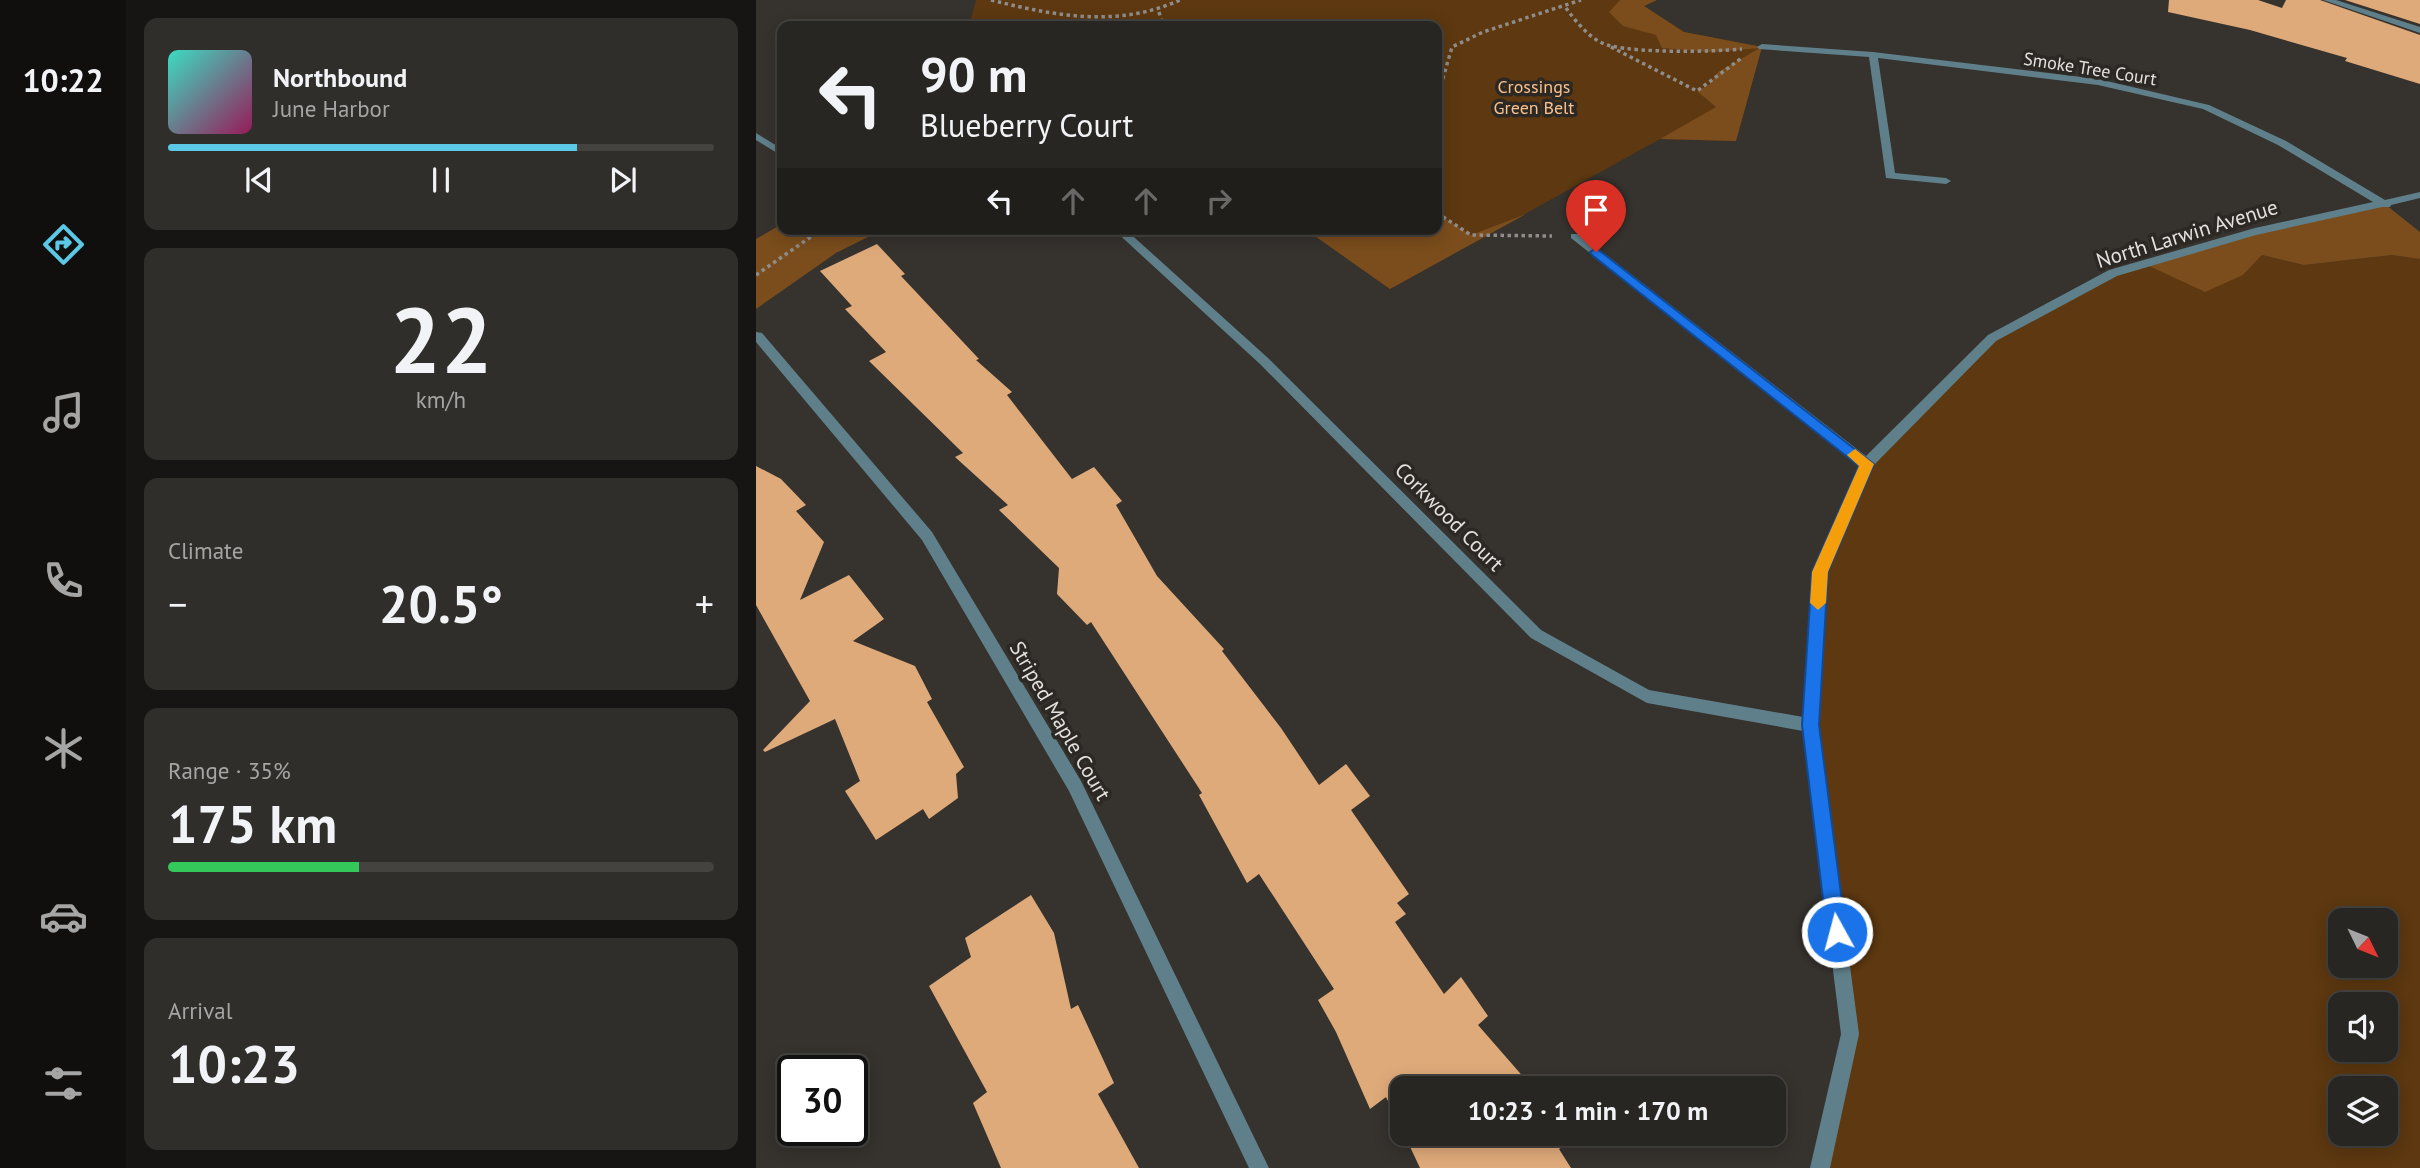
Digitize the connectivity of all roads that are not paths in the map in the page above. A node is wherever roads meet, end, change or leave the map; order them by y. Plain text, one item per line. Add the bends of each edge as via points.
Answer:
1 (2327, 0) edge
2 (2420, 30) edge
3 (1762, 47) road end
4 (1873, 55) junction
5 (756, 136) edge
6 (777, 150) edge
7 (1946, 181) dead end
8 (2420, 195) edge
9 (2386, 205) junction
10 (1125, 235) edge
11 (1575, 236) road end
12 (758, 336) dead end
13 (1867, 464) junction
14 (1810, 725) junction
15 (1259, 1168) edge
16 (1820, 1168) edge

1 - 2 street
3 - 4 street, Smoke Tree Court
4 - 7 street via 1890,176
4 - 9 street, Smoke Tree Court via 2098,82 2206,107 2283,143
5 - 6 street
8 - 9 street, North Larwin Avenue
9 - 13 street, North Larwin Avenue via 2255,232 2113,273 1992,338
10 - 14 street, Corkwood Court via 1264,361 1536,634 1647,696
11 - 13 street
12 - 15 street, Striped Maple Court via 927,536 1075,786
13 - 14 street, North Larwin Avenue via 1820,572
14 - 16 street, North Larwin Avenue via 1850,1034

---

EXERCISE GOAL ->
Copy out the whole listing word for word, except for any picture it includes.

YOUR SOLUTION ->
Digitize the connectivity of all roads that are not paths in the map in the page above. A node is wherever roads meet, end, change or leave the map; order them by y. Plain text, one item per line. Add the bends of each edge as via points.
Answer:
1 (2327, 0) edge
2 (2420, 30) edge
3 (1762, 47) road end
4 (1873, 55) junction
5 (756, 136) edge
6 (777, 150) edge
7 (1946, 181) dead end
8 (2420, 195) edge
9 (2386, 205) junction
10 (1125, 235) edge
11 (1575, 236) road end
12 (758, 336) dead end
13 (1867, 464) junction
14 (1810, 725) junction
15 (1259, 1168) edge
16 (1820, 1168) edge

1 - 2 street
3 - 4 street, Smoke Tree Court
4 - 7 street via 1890,176
4 - 9 street, Smoke Tree Court via 2098,82 2206,107 2283,143
5 - 6 street
8 - 9 street, North Larwin Avenue
9 - 13 street, North Larwin Avenue via 2255,232 2113,273 1992,338
10 - 14 street, Corkwood Court via 1264,361 1536,634 1647,696
11 - 13 street
12 - 15 street, Striped Maple Court via 927,536 1075,786
13 - 14 street, North Larwin Avenue via 1820,572
14 - 16 street, North Larwin Avenue via 1850,1034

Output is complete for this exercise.